The group posted a 2GB sample of the alleged stolen data on their Telegram channel. The sample contains records for approximately 114,000 M-Tiba users, including both primary account holders and beneficiaries listed under their accounts.
Kazu claims the full data breach affects 4.8 million people, with 17,158,105 files that total 2.15 terabytes of data.
The leaked sample reveals extensive personal information, with user records including full names, national ID numbers, phone numbers, dates of birth, and gender. The breach isn’t limited to basic account information, either.
One of the samples also contains detailed health facility data with patient diagnosis information, medical billing breakdowns, and treatment records.
Around 700 health facilities appear in the leaked sample data. The facility records contain email addresses and names of healthcare providers, patient names, phone numbers, dates of birth, and transaction amounts.
For roughly 2,600 facilities, the leak includes PDF documents with complete billing and diagnosis breakdowns for individual patients.

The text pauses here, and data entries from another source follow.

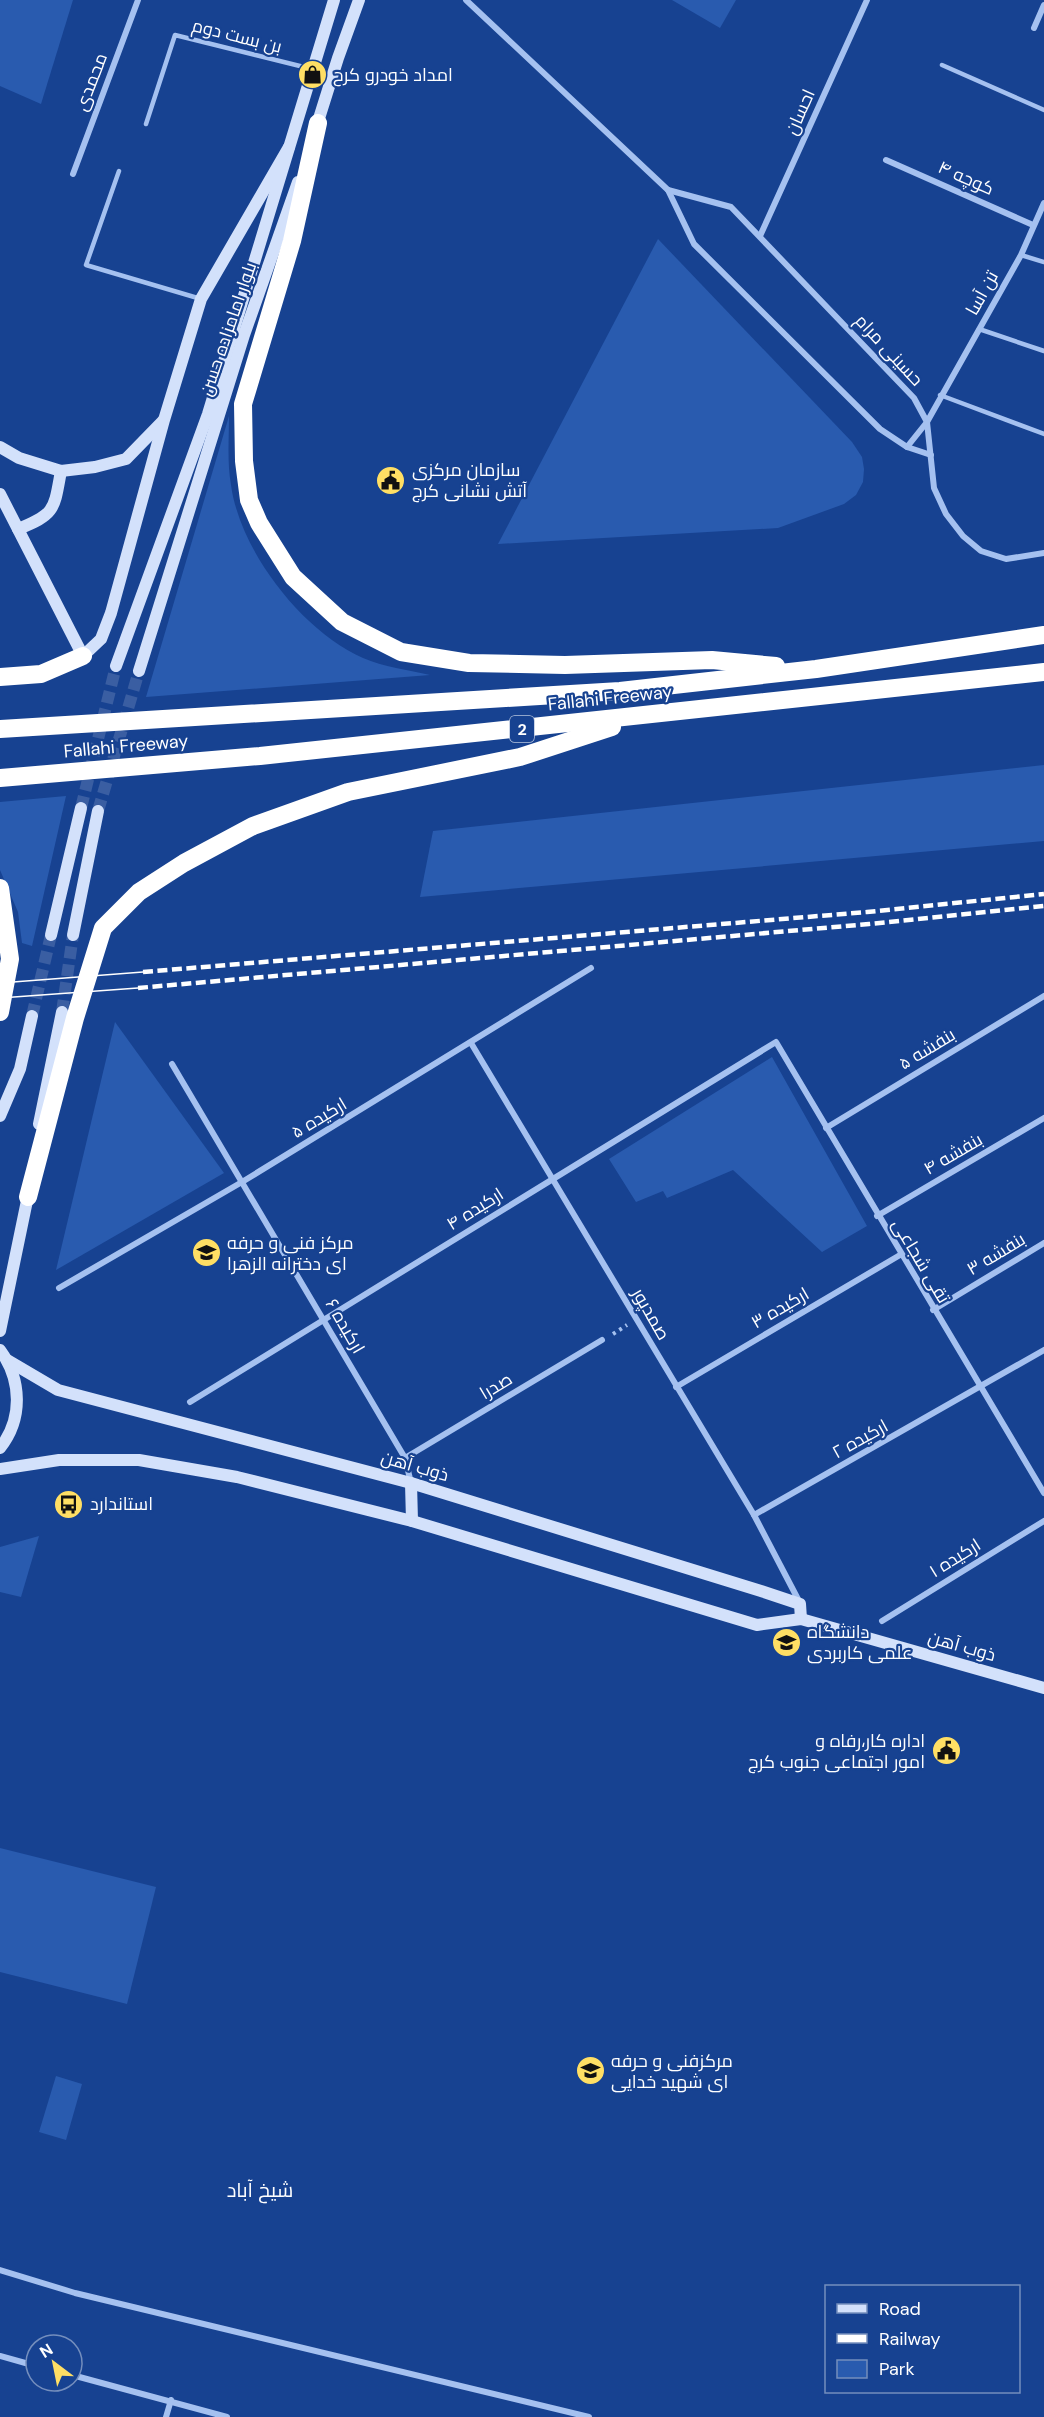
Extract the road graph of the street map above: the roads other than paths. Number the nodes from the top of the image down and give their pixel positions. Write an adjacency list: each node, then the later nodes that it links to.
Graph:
1 (138, 0): 16 (street, محمدی)
2 (334, 0): 9 (main road, بلوار امامزاده حسن)
3 (359, 0): 11 (main road, بلوار امامزاده حسن)
4 (466, 0): 17 (street, حسینی مرام)
5 (867, 0): 20 (street, احسان)
6 (1044, 5): 7 (street)
7 (1034, 28)
8 (942, 65): 10 (lane)
9 (314, 69): 12 (lane, بن بست دوم); 13 (main road, بلوار امامزاده حسن)
10 (1044, 110)
11 (318, 123): 40 (highway); 41 (main road, بلوار امامزاده حسن)
12 (146, 124)
13 (289, 147): 23 (main road); 39 (main road, بلوار امامزاده حسن)
14 (886, 159): 19 (street, کوچه ۴)
15 (119, 171): 23 (lane)
16 (73, 174)
17 (668, 190): 20 (street, حسینی مرام); 31 (street, حسینی مرام)
18 (1044, 203): 19 (street, تن آسا)
19 (1033, 225): 21 (street, تن آسا)
20 (760, 236): 28 (street, حسینی مرام)
21 (1021, 255): 22 (lane); 24 (street, تن آسا)
22 (1044, 262)
23 (201, 299): 27 (main road)
24 (979, 329): 25 (lane); 26 (street, تن آسا)
25 (1044, 351)
26 (940, 395): 28 (street, تن آسا); 29 (lane)
27 (164, 420): 33 (main road); 38 (main road)
28 (927, 422): 31 (street, تن آسا); 32 (street, حسینی مرام)
29 (1044, 434)
30 (0, 447): 33 (main road)
31 (907, 447): 32 (street, حسینی مرام)
32 (931, 455): 36 (street)
33 (61, 471): 35 (main road)
34 (0, 494): 35 (main road)
35 (18, 529): 38 (main road)
36 (1044, 553)
37 (1044, 635): 40 (highway, Fallahi Freeway / 2)
38 (82, 656): 43 (highway)
39 (116, 666)
40 (816, 669): 45 (highway, Fallahi Freeway / 2)
41 (139, 671)
42 (1044, 672): 44 (highway, Fallahi Freeway / 2)
43 (0, 677)
44 (646, 716): 46 (highway, Fallahi Freeway / 2); 65 (highway)
45 (0, 729)
46 (0, 778)
47 (81, 808): 50 (main road)
48 (98, 811): 51 (main road)
49 (0, 888): 54 (highway)
50 (51, 935)
51 (73, 935)
52 (591, 968): 58 (street, ارکیده ۵)
53 (1044, 996): 62 (street, بنفشه ۵)
54 (0, 1012)
55 (62, 1012): 65 (main road)
56 (32, 1016): 60 (main road)
57 (776, 1042): 62 (street, تقی شجاعی); 63 (street, ارکیده ۴)
58 (471, 1043): 63 (street, صمدپور); 64 (street, ارکیده ۵)
59 (172, 1064): 64 (street, ارکیده ۶)
60 (0, 1116)
61 (1044, 1118): 66 (street, بنفشه ۴)
62 (826, 1128): 66 (street, تقی شجاعی)
63 (554, 1179): 71 (street, ارکیده ۴); 76 (street, صمدپور)
64 (242, 1182): 69 (street, ارکیده ۵); 71 (street, ارکیده ۶)
65 (28, 1197): 72 (main road)
66 (877, 1216): 68 (street, تقی شجاعی)
67 (1044, 1243): 70 (street, بنفشه ۳)
68 (900, 1255): 70 (street, تقی شجاعی); 76 (street, ارکیده ۳)
69 (59, 1288)
70 (933, 1310): 77 (street, تقی شجاعی)
71 (325, 1320): 78 (street, ارکیده ۴); 80 (street, ارکیده ۶)
72 (0, 1331)
73 (602, 1340): 80 (street, صدرا)
74 (1044, 1350): 77 (street, ارکیده ۲)
75 (4, 1355): 79 (main road); 82 (main road, ذوب آهن)
76 (676, 1387): 84 (street, صمدپور)
77 (980, 1389): 83 (street, تقی شجاعی); 84 (street, ارکیده ۲)
78 (190, 1402)
79 (0, 1449)
80 (405, 1458): 82 (street, ارکیده ۶)
81 (0, 1469): 85 (main road, ذوب آهن)
82 (411, 1482): 85 (main road); 87 (main road, ذوب آهن)
83 (1044, 1493)
84 (754, 1515): 87 (street, صمدپور)
85 (412, 1521): 88 (main road, ذوب آهن)
86 (1044, 1521): 89 (street, ارکیده ۱)
87 (800, 1604): 88 (main road)
88 (801, 1619): 90 (main road, ذوب آهن)
89 (882, 1621)
90 (1044, 1688)
91 (0, 2270): 98 (street)
92 (0, 2356): 93 (street)
93 (24, 2363)
94 (84, 2378): 95 (street)
95 (171, 2400): 96 (street); 97 (street)
96 (166, 2417)
97 (227, 2417)
98 (589, 2417)

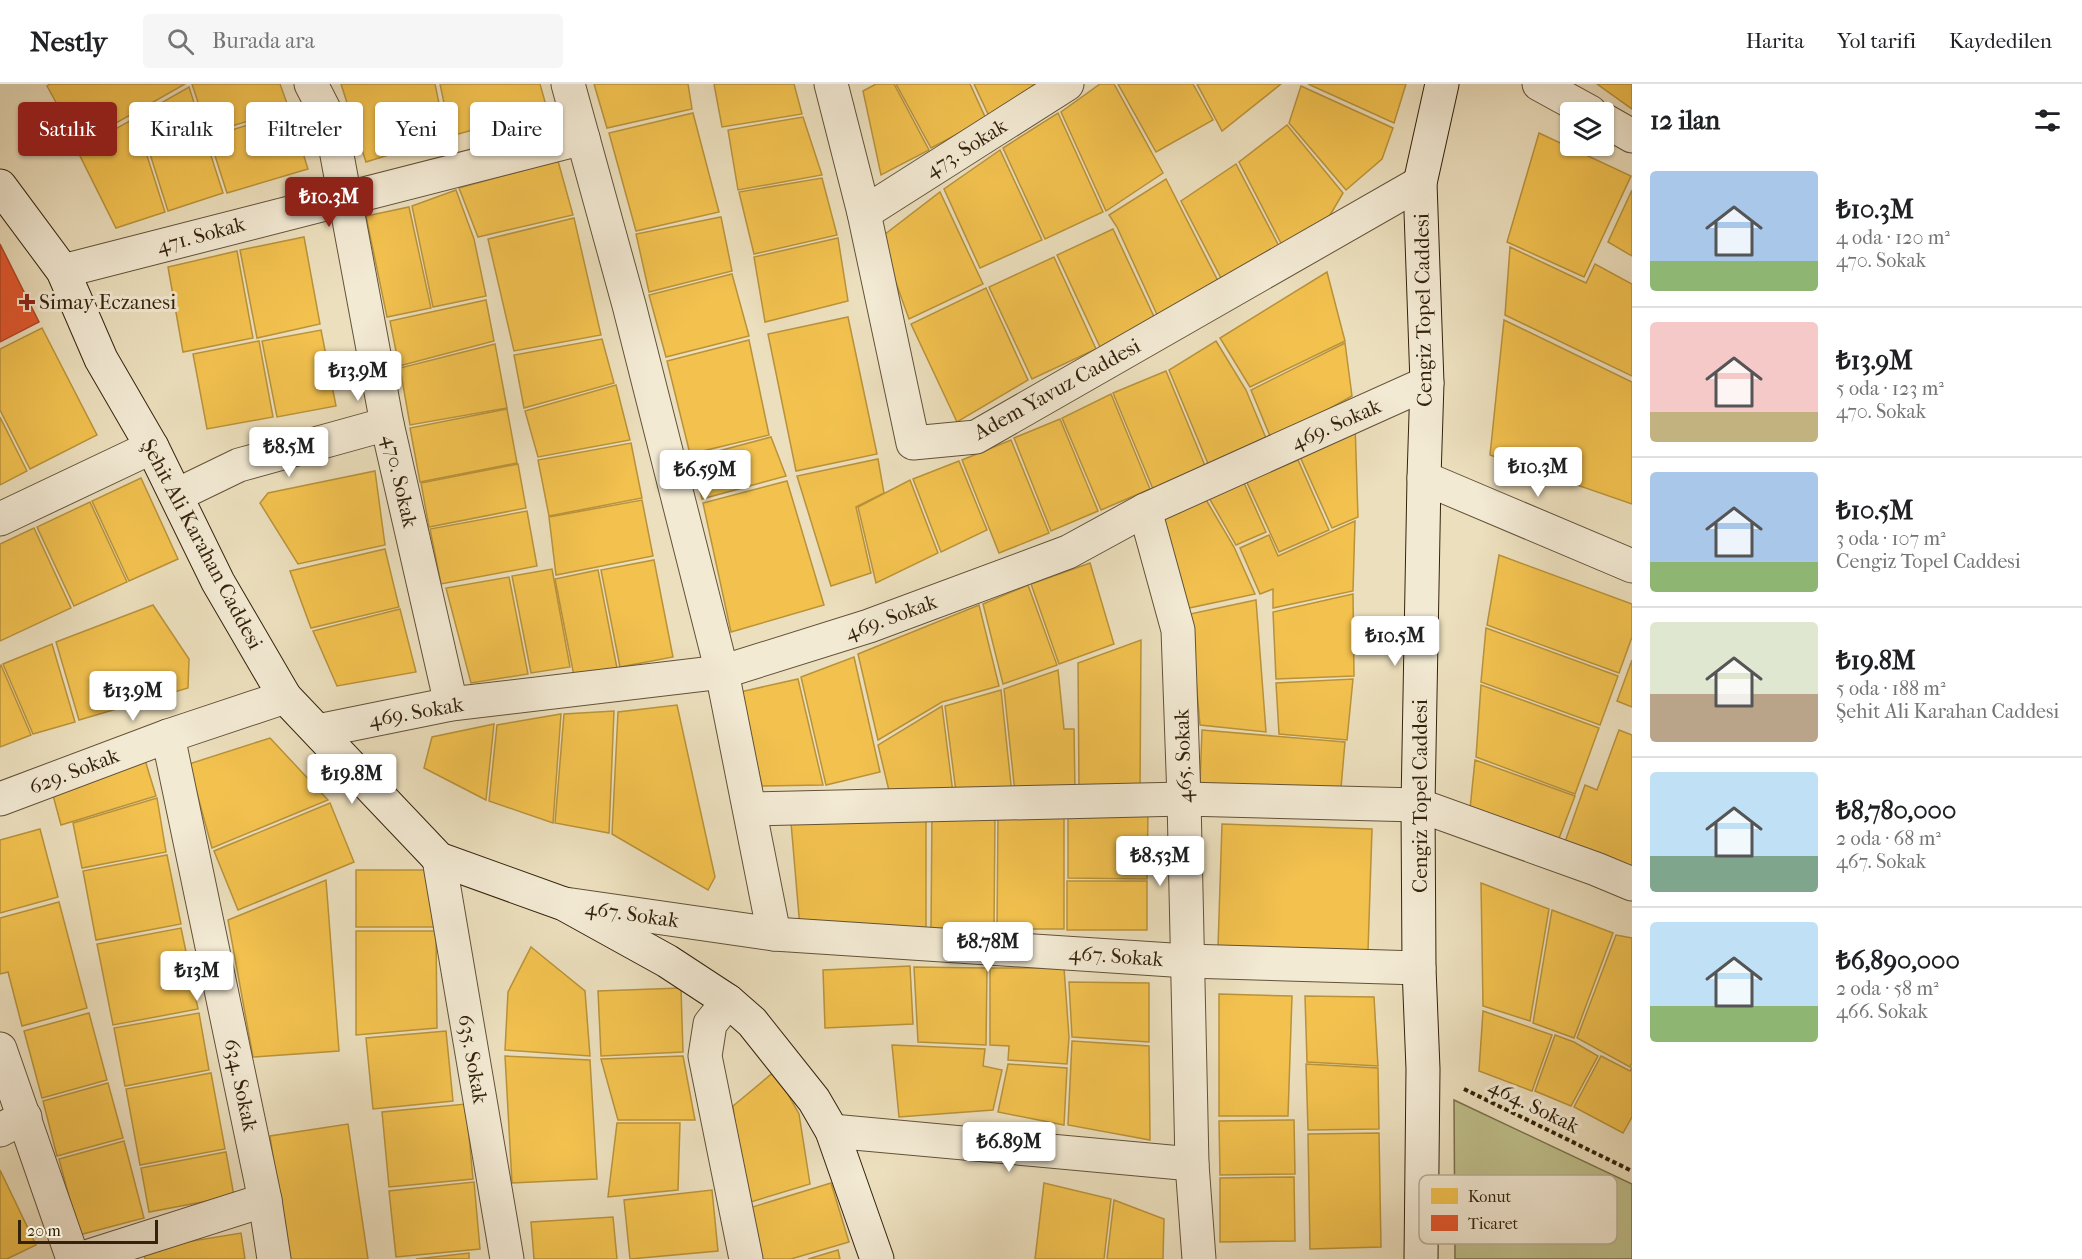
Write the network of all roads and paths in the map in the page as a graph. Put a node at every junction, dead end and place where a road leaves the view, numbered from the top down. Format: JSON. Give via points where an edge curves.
{"nodes":[{"id":1,"x":311,"y":84,"type":"edge"},
{"id":2,"x":568,"y":84,"type":"edge"},
{"id":3,"x":831,"y":84,"type":"edge"},
{"id":4,"x":1067,"y":84,"type":"edge"},
{"id":5,"x":1442,"y":84,"type":"edge"},
{"id":6,"x":1539,"y":84,"type":"edge"},
{"id":7,"x":1572,"y":102,"type":"edge"},
{"id":8,"x":1614,"y":126,"type":"edge"},
{"id":9,"x":1632,"y":136,"type":"edge"},
{"id":10,"x":583,"y":138,"type":"junction"},
{"id":11,"x":1420,"y":183,"type":"junction"},
{"id":12,"x":0,"y":186,"type":"edge"},
{"id":13,"x":346,"y":197,"type":"junction"},
{"id":14,"x":864,"y":213,"type":"junction"},
{"id":15,"x":63,"y":271,"type":"junction"},
{"id":16,"x":1427,"y":383,"type":"junction"},
{"id":17,"x":387,"y":424,"type":"junction"},
{"id":18,"x":152,"y":447,"type":"junction"},
{"id":19,"x":1424,"y":478,"type":"junction"},
{"id":20,"x":177,"y":495,"type":"junction"},
{"id":21,"x":1145,"y":510,"type":"junction"},
{"id":22,"x":0,"y":519,"type":"edge"},
{"id":23,"x":1632,"y":566,"type":"edge"},
{"id":24,"x":722,"y":672,"type":"junction"},
{"id":25,"x":285,"y":697,"type":"junction"},
{"id":26,"x":451,"y":704,"type":"junction"},
{"id":27,"x":318,"y":731,"type":"junction"},
{"id":28,"x":168,"y":736,"type":"junction"},
{"id":29,"x":0,"y":799,"type":"edge"},
{"id":30,"x":1184,"y":799,"type":"junction"},
{"id":31,"x":1418,"y":805,"type":"junction"},
{"id":32,"x":750,"y":809,"type":"junction"},
{"id":33,"x":439,"y":859,"type":"junction"},
{"id":34,"x":1632,"y":884,"type":"edge"},
{"id":35,"x":564,"y":904,"type":"junction"},
{"id":36,"x":774,"y":934,"type":"junction"},
{"id":37,"x":1187,"y":961,"type":"junction"},
{"id":38,"x":1419,"y":968,"type":"junction"},
{"id":39,"x":728,"y":1001,"type":"junction"},
{"id":40,"x":0,"y":1049,"type":"edge"},
{"id":41,"x":1423,"y":1069,"type":"junction"},
{"id":42,"x":12,"y":1123,"type":"edge"},
{"id":43,"x":832,"y":1131,"type":"junction"},
{"id":44,"x":1191,"y":1164,"type":"junction"},
{"id":45,"x":1632,"y":1170,"type":"edge"},
{"id":46,"x":1422,"y":1175,"type":"edge"},
{"id":47,"x":265,"y":1200,"type":"junction"},
{"id":48,"x":1421,"y":1244,"type":"edge"},
{"id":49,"x":73,"y":1259,"type":"edge"},
{"id":50,"x":81,"y":1259,"type":"edge"},
{"id":51,"x":274,"y":1259,"type":"edge"},
{"id":52,"x":507,"y":1259,"type":"edge"},
{"id":53,"x":746,"y":1259,"type":"edge"},
{"id":54,"x":877,"y":1259,"type":"edge"},
{"id":55,"x":1198,"y":1259,"type":"edge"},
{"id":56,"x":1421,"y":1259,"type":"edge"}],
"edges":[{"from":1,"to":13,"type":"street","name":"470. Sokak","via":[[332,123]]},
{"from":2,"to":10,"type":"street"},
{"from":3,"to":14,"type":"street","name":"Adem Yavuz Caddesi"},
{"from":4,"to":14,"type":"street","name":"473. Sokak"},
{"from":5,"to":11,"type":"street","name":"Cengiz Topel Caddesi"},
{"from":6,"to":7,"type":"street"},
{"from":8,"to":9,"type":"street"},
{"from":10,"to":13,"type":"street","name":"471. Sokak"},
{"from":10,"to":24,"type":"street"},
{"from":11,"to":14,"type":"street","name":"Adem Yavuz Caddesi","via":[[976,437],[913,443]]},
{"from":11,"to":16,"type":"street","name":"Cengiz Topel Caddesi"},
{"from":12,"to":15,"type":"street","name":"Şehit Ali Karahan Caddesi"},
{"from":13,"to":15,"type":"street","name":"471. Sokak"},
{"from":13,"to":17,"type":"street","name":"470. Sokak"},
{"from":15,"to":18,"type":"street","name":"Şehit Ali Karahan Caddesi","via":[[101,359]]},
{"from":16,"to":19,"type":"street","name":"Cengiz Topel Caddesi"},
{"from":16,"to":21,"type":"street","name":"469. Sokak"},
{"from":17,"to":20,"type":"street","via":[[239,465]]},
{"from":17,"to":26,"type":"street","name":"470. Sokak"},
{"from":18,"to":20,"type":"street","name":"Şehit Ali Karahan Caddesi"},
{"from":18,"to":22,"type":"street"},
{"from":19,"to":23,"type":"street"},
{"from":19,"to":31,"type":"street","name":"Cengiz Topel Caddesi"},
{"from":20,"to":25,"type":"street","name":"Şehit Ali Karahan Caddesi","via":[[218,582]]},
{"from":21,"to":24,"type":"street","name":"469. Sokak","via":[[1068,552],[869,626]]},
{"from":21,"to":30,"type":"street","name":"465. Sokak","via":[[1178,630]]},
{"from":24,"to":26,"type":"street","name":"469. Sokak"},
{"from":24,"to":32,"type":"street"},
{"from":25,"to":27,"type":"street","name":"Şehit Ali Karahan Caddesi"},
{"from":25,"to":28,"type":"street","name":"629. Sokak"},
{"from":26,"to":27,"type":"street","name":"469. Sokak"},
{"from":27,"to":33,"type":"street","name":"Şehit Ali Karahan Caddesi"},
{"from":28,"to":29,"type":"street","name":"629. Sokak"},
{"from":28,"to":47,"type":"street","name":"634. Sokak"},
{"from":30,"to":31,"type":"street"},
{"from":30,"to":32,"type":"street"},
{"from":30,"to":37,"type":"street","name":"465. Sokak"},
{"from":31,"to":34,"type":"street"},
{"from":31,"to":38,"type":"street","name":"Cengiz Topel Caddesi"},
{"from":32,"to":36,"type":"street"},
{"from":33,"to":35,"type":"street","name":"Şehit Ali Karahan Caddesi"},
{"from":33,"to":52,"type":"street","name":"635. Sokak"},
{"from":35,"to":36,"type":"street","name":"467. Sokak"},
{"from":35,"to":39,"type":"street","name":"Şehit Ali Karahan Caddesi","via":[[667,961]]},
{"from":36,"to":37,"type":"street","name":"467. Sokak"},
{"from":37,"to":38,"type":"street","name":"467. Sokak"},
{"from":37,"to":44,"type":"street","name":"465. Sokak"},
{"from":38,"to":41,"type":"street","name":"Cengiz Topel Caddesi"},
{"from":39,"to":43,"type":"street","name":"Şehit Ali Karahan Caddesi","via":[[752,1022],[814,1100]]},
{"from":39,"to":53,"type":"street","via":[[710,1024],[705,1056]]},
{"from":40,"to":42,"type":"street"},
{"from":41,"to":45,"type":"path","name":"464. Sokak"},
{"from":41,"to":46,"type":"street","name":"Cengiz Topel Caddesi"},
{"from":42,"to":49,"type":"street"},
{"from":43,"to":44,"type":"street"},
{"from":43,"to":54,"type":"street","name":"Şehit Ali Karahan Caddesi"},
{"from":44,"to":55,"type":"street","name":"465. Sokak"},
{"from":47,"to":50,"type":"street"},
{"from":47,"to":51,"type":"street","name":"634. Sokak"},
{"from":48,"to":56,"type":"street","name":"Cengiz Topel Caddesi"}]}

These PDF scans expose extremely sensitive data. They contain patients’ full names, ID or passport numbers, phone numbers, email addresses, insurance company names, dates of birth, names of principal members who pay for the coverage, and the full names of treating doctors.
M-Tiba is operated by CarePay, a mobile health data and payment distribution platform based in Kenya. When Techweez asked about the breach, CarePay neither confirmed nor denied that it occurred.
A company representative simply requested specific source links to the posts making these allegations before proceeding with their internal investigation.
READ: NSSF Denies Allegations of Massive 2.5TB Data Breach
The breach raises serious concerns about healthcare data protection in Kenya. Medical records contain some of the most sensitive personal information, including diagnoses that patients may not want disclosed.
Combined with national ID numbers and contact information, the leaked data could enable identity theft, fraud, or targeted scams against vulnerable patients.
Kazu hasn’t explained how they gained access to M-Tiba’s servers or when the intrusion occurred. The group’s motivation for the breach and whether they plan to sell the data or release more of it also remains unknown.